Hospital visits may conjure up thoughts of white walls, the smell of bleach, and people in scrubs, but those associations might soon be replaced by visions of robots and touchscreens. We’re well into the Digital Age, and the advances of technology already have deep roots in the medical industry. From digital scribes to DaVinci surgeries, new developments in electronics are becoming healthcare providers’ favorite assistants.
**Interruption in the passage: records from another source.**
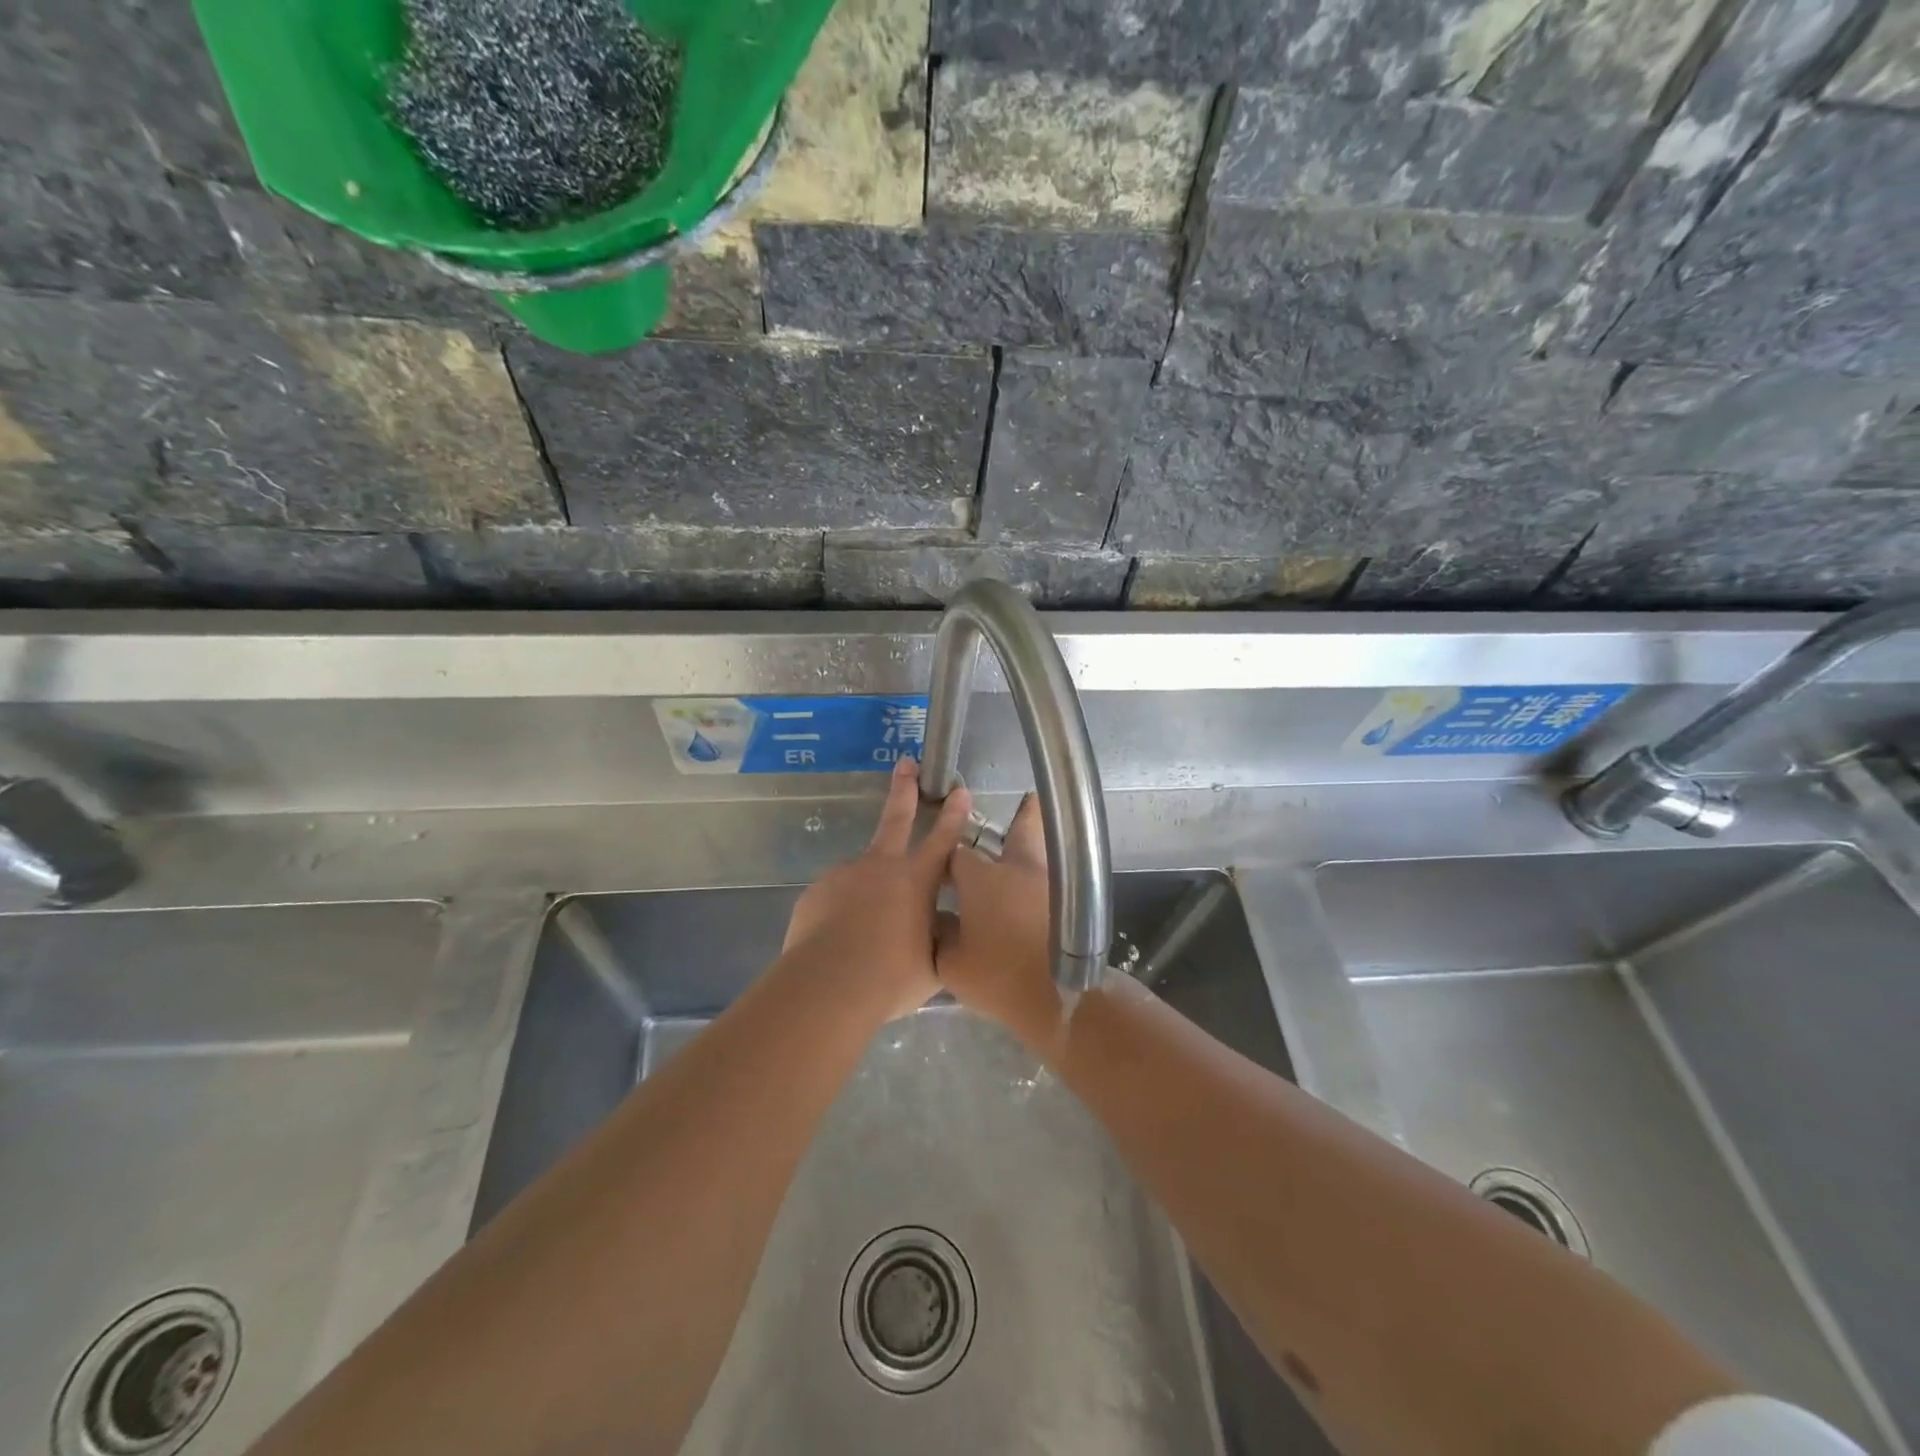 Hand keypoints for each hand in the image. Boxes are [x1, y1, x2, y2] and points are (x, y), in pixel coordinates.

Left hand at [781, 757, 972, 1023]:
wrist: (827, 984)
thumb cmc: (891, 976)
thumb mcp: (932, 964)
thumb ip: (938, 938)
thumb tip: (941, 926)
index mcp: (916, 880)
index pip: (943, 840)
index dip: (954, 814)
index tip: (959, 789)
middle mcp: (880, 867)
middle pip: (896, 818)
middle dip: (904, 789)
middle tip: (906, 763)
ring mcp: (844, 875)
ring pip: (862, 874)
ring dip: (867, 891)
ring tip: (865, 934)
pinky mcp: (816, 892)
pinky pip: (835, 898)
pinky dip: (842, 912)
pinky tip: (841, 941)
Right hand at [935, 793, 1061, 1047]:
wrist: (1059, 997)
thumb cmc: (998, 977)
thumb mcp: (951, 964)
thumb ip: (939, 936)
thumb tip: (938, 921)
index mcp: (981, 879)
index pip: (956, 854)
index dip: (947, 860)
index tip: (942, 870)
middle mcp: (1016, 869)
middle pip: (1020, 830)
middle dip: (1021, 816)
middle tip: (1028, 798)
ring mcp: (1047, 882)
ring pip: (1043, 850)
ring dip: (1038, 839)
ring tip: (1042, 829)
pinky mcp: (1068, 902)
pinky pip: (1054, 875)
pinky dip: (1046, 872)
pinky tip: (1040, 883) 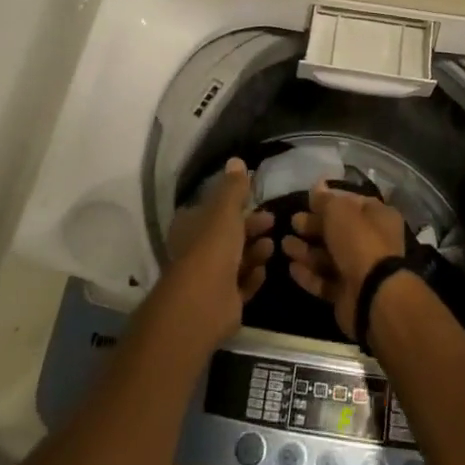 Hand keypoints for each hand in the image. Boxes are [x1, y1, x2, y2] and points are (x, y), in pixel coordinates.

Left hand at [155, 158, 274, 354]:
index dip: (234, 204)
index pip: (213, 209)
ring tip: (271, 246)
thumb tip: (236, 160)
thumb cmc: (212, 248)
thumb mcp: (225, 210)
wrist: (204, 304)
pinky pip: (242, 284)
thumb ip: (233, 187)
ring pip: (237, 259)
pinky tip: (264, 270)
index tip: (255, 198)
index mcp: (191, 226)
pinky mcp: (224, 302)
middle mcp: (198, 250)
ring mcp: (210, 278)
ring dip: (255, 251)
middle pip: (229, 234)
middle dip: (251, 226)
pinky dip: (253, 276)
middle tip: (272, 221)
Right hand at [282, 183, 407, 339]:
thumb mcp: (339, 211)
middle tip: (293, 222)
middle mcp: (372, 241)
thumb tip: (317, 186)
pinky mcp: (347, 294)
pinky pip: (325, 280)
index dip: (329, 200)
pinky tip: (292, 268)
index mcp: (378, 216)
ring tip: (284, 245)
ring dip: (306, 251)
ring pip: (329, 256)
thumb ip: (325, 200)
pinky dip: (309, 274)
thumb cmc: (358, 241)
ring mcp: (360, 269)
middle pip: (338, 230)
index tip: (307, 200)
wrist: (371, 294)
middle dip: (313, 226)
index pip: (351, 202) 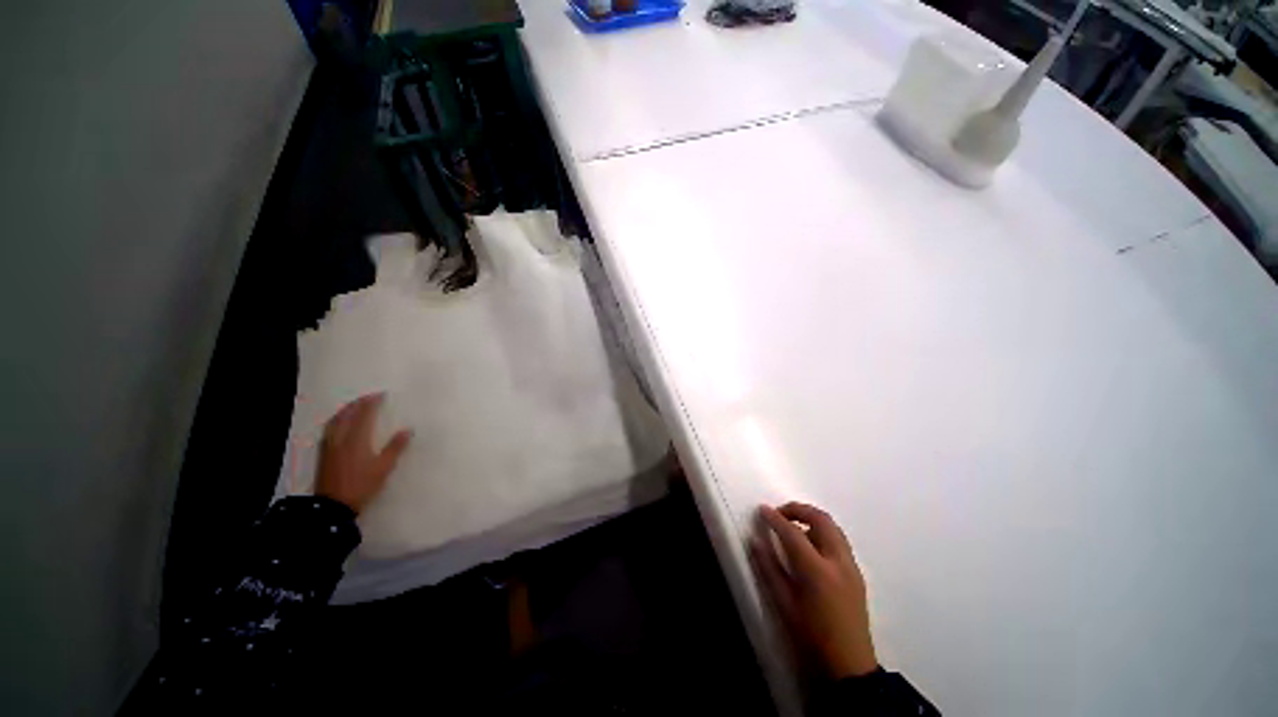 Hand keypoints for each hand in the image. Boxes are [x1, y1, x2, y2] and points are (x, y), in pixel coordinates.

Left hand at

While hi-tech gadgets get the most attention, it’s actually telemedicine – the use of technology to give patients remote access to medical care – that’s sweeping hospitals and clinics nationwide. Whether telemedicine (also known as telehealth) means chatting with a nurse on your iPhone or talking to your doctor over Skype, it’s the defining factor of healthcare in the 21st century. Over 70% of healthcare providers report that they engage with patients electronically, and the majority of medical executives are already implementing telemedicine options in their hospitals (1). As more providers adopt telemedicine into their practice, it’s important to stay informed about what this means for the future of healthcare.
Don’t fight the future.
Telemedicine might feel like a fad, but it’s already been adopted by over 50% of all US hospitals (2). It doesn’t take much to set up basic telehealth tools, either – a working internet connection and a webcam can be a sufficient start. Or you can hire providers via a telemedicine company; there are already over 200 of them in the US, and their services can reduce the administrative costs you’d expect with new providers.(3)
Follow the money.
Right now, telemedicine is the boomtown of the healthcare industry. It’s estimated that the US market for telemedicine will reach nearly $3 billion by the early 2020s (part of a global market estimated at $36 billion within the next 3 years) (3,4,5). Over 15 million Americans received some kind of medical care remotely last year,” the Wall Street Journal reports, and those numbers continue to grow (6). Telemedicine is being used everywhere: schools allow students to get virtual doctor appointments; companies include telehealth perks in their benefits packages; and doctors can even monitor ICUs remotely from another hospital and alert nurses when a patient is in distress.
Find a niche.
Some specialties were made for telemedicine, but others take some creativity to implement. For instance, while remotely-operated robotic “surgeons”; are already a reality, they’re not affordable or feasible for most hospitals (yet). Practitioners in psychiatry, pediatrics, and general practice are adapting to telemedicine fastest, because many of their patients don’t require face-to-face, hands-on visits to get a diagnosis. Specialties that are heavy on in-person interaction can benefit from other telehealth tools, like online patient portals and wearable monitors that feed patient data back to the provider, or even chat clients that let doctors consult each other on critical cases.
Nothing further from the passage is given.